Communication of policies and strict compliance to Surveillance
Countries with governments that communicated with their public in a transparent manner tended to quickly win confidence. The governments that admitted the problem, communicated risks, outlined effective mitigation efforts, and spoke with one voice, have fared much better. A leader’s speech should always be made to draw in more public trust than public ire, since greater trust leads to greater compliance when it came to wearing face masks, social distancing, and self-isolation. People will be more than willing to compromise and sacrifice if they are assured and made to understand the threat that is in their doorsteps. Policies that were usually spoken and interpreted differently by multiple speakers (including downplaying the threat) have publicly reversed policies or changed policies too frequently have obviously less favorable outcomes for public compliance and the repercussions are shown.

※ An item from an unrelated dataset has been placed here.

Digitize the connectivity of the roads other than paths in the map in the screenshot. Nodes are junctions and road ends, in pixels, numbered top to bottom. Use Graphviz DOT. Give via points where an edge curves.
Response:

Preparedness and strengthening of the Health and Sciences Sector
Epidemiologists, virologists, people in science and healthcare have been warning about a major pandemic that is fairly lethal, quickly transmissible and can leap from animals and humans. This is both knowable and known, with multiple researches supporting it and subsequent guidelines from Health authorities alluding to it – so unsurprisingly, we are living in it now. Countries that stockpiled PPE, maintained public health centered infrastructures and made sufficient investments in their health and science departments have fared better. Countries with years of neglect to their science and health sectors have fared poorly.

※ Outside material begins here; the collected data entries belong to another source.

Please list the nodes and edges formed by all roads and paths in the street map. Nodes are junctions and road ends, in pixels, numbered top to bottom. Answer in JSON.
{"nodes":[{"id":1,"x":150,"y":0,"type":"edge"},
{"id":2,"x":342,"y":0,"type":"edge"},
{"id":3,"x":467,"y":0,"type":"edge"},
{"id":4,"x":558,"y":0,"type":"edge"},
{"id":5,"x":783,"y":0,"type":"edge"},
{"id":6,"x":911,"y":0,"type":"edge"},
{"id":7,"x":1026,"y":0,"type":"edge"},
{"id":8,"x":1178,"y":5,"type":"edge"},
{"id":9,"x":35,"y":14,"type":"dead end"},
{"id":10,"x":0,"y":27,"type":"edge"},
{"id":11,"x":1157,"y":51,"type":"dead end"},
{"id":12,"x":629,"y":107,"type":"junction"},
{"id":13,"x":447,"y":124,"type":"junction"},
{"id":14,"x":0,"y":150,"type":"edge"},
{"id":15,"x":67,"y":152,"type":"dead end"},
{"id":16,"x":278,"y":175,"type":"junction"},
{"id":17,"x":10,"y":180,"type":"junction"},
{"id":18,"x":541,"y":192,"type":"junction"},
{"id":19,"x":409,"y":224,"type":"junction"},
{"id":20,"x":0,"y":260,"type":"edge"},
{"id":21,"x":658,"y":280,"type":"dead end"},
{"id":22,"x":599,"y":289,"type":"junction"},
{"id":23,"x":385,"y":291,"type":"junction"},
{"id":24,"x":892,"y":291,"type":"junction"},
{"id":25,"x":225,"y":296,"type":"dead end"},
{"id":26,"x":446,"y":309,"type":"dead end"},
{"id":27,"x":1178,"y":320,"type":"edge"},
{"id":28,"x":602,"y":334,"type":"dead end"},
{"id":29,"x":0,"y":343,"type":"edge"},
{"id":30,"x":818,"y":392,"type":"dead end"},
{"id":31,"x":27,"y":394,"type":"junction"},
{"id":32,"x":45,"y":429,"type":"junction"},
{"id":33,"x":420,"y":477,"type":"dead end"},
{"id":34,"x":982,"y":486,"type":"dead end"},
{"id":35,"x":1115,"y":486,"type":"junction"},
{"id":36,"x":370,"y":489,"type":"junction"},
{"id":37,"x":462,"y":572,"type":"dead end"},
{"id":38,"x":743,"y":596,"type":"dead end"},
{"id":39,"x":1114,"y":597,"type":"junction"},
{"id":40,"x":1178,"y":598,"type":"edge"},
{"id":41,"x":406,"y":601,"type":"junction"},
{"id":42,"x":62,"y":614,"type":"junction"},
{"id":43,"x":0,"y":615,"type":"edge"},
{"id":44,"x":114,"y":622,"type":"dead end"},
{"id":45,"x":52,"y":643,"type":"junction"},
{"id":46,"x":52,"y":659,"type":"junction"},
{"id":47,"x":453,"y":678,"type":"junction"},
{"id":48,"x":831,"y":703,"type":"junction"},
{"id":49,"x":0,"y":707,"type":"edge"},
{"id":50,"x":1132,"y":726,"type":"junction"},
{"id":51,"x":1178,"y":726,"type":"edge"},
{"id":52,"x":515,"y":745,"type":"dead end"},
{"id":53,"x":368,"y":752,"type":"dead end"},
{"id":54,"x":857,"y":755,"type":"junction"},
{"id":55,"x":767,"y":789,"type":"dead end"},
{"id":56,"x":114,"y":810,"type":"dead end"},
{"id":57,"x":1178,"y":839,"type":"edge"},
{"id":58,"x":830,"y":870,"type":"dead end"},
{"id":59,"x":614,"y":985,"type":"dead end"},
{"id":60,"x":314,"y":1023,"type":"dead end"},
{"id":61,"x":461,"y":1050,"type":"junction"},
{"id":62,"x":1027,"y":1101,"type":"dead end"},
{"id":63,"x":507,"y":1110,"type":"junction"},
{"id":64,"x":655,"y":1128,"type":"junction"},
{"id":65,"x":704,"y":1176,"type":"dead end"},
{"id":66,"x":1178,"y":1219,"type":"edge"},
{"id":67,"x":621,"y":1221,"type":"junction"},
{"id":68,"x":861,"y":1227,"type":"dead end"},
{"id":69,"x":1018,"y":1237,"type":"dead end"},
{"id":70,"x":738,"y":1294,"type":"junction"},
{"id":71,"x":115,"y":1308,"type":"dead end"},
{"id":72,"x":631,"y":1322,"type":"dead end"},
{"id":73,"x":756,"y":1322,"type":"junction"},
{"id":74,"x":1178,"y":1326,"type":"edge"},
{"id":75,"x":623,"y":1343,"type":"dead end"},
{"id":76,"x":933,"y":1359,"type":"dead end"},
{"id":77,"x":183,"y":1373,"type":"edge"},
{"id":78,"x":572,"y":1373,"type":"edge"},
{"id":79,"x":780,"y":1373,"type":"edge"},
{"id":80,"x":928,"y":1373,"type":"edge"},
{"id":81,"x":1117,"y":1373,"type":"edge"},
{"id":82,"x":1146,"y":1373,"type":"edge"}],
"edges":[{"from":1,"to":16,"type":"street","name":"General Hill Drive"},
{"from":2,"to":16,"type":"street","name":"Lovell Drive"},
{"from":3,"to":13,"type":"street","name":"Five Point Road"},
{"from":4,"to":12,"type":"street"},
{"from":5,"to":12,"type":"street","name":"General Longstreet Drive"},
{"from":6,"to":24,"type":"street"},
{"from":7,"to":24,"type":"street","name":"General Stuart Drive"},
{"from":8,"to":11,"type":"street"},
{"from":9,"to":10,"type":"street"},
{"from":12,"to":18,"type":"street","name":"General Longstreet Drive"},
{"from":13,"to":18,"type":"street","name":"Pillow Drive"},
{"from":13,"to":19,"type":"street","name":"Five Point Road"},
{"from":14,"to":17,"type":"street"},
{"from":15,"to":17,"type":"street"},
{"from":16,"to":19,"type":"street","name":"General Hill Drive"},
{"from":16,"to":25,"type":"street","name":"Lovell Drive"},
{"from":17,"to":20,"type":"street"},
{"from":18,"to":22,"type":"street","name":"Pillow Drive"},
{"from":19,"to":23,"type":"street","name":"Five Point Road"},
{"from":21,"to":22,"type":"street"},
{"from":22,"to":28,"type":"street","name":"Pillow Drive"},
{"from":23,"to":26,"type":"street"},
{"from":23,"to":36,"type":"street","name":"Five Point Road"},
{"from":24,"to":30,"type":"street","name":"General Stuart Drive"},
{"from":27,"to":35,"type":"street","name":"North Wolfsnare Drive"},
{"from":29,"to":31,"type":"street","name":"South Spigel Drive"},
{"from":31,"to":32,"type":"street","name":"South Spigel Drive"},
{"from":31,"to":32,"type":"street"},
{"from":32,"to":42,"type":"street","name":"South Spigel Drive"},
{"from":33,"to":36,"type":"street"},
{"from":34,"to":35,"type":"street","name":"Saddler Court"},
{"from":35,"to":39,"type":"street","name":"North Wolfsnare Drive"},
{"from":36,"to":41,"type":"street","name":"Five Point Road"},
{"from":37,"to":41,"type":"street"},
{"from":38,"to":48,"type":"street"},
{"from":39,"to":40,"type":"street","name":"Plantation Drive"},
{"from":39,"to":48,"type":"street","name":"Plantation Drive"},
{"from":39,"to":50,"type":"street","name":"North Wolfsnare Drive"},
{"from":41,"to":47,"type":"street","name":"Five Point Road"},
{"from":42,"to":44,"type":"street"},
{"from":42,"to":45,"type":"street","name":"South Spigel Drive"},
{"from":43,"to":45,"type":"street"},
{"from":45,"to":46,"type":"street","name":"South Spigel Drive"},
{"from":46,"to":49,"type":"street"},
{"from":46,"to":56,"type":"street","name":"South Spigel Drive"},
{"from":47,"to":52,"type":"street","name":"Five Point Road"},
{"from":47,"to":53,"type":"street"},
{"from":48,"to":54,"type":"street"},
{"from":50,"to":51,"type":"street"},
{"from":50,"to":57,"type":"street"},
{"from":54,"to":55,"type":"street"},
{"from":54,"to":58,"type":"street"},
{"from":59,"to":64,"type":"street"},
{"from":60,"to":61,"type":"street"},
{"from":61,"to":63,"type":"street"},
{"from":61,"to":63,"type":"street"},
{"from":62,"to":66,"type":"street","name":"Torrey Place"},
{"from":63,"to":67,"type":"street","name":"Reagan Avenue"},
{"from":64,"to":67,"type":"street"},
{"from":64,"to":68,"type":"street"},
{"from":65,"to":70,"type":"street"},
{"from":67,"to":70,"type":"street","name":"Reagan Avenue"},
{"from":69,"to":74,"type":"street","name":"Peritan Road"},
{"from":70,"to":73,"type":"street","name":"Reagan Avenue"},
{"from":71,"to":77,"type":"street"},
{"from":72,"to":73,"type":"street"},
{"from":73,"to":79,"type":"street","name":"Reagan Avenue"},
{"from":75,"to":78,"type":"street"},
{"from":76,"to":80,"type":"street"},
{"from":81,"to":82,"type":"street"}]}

There is an age-old saying that goes: “An ounce of prevention is better than a pound cure.” Vietnam’s Medical sector is not as advanced as Philippines or Indonesia, yet they have good public health measures – testing, contact tracing and thermometers are really cheap compared to ICUs and Ventilators.
Singapore on the other hand, while having first world hospitals and infrastructures and optimum first wave response, was hampered by their second wave because of their 300,000 migrant workers (which are responsible for their first world hospitals in the first place). Just a reminder that public health is determined by the least common denominator. If the poorest and most marginalized within a society are not protected then no one is. That is a lesson that all governments need to take to heart.
Thailand, in spite of its political leaders, have a good public health system. According the Global Health Security Index (GHS), Thailand is an “an Exemplar” and an “international leader in health security.” This is because world class hospitals and a nationwide network of provincial and district hospitals can be seen in Thailand. Philippines on other hand, despite having the best Nursing and Medical Schools, the country has ironically a starved public health system. Many of its medical professionals work abroad – and a lot who are left contribute more or less 20% to the overall infected cases in the country with numbers rising according to the DOH.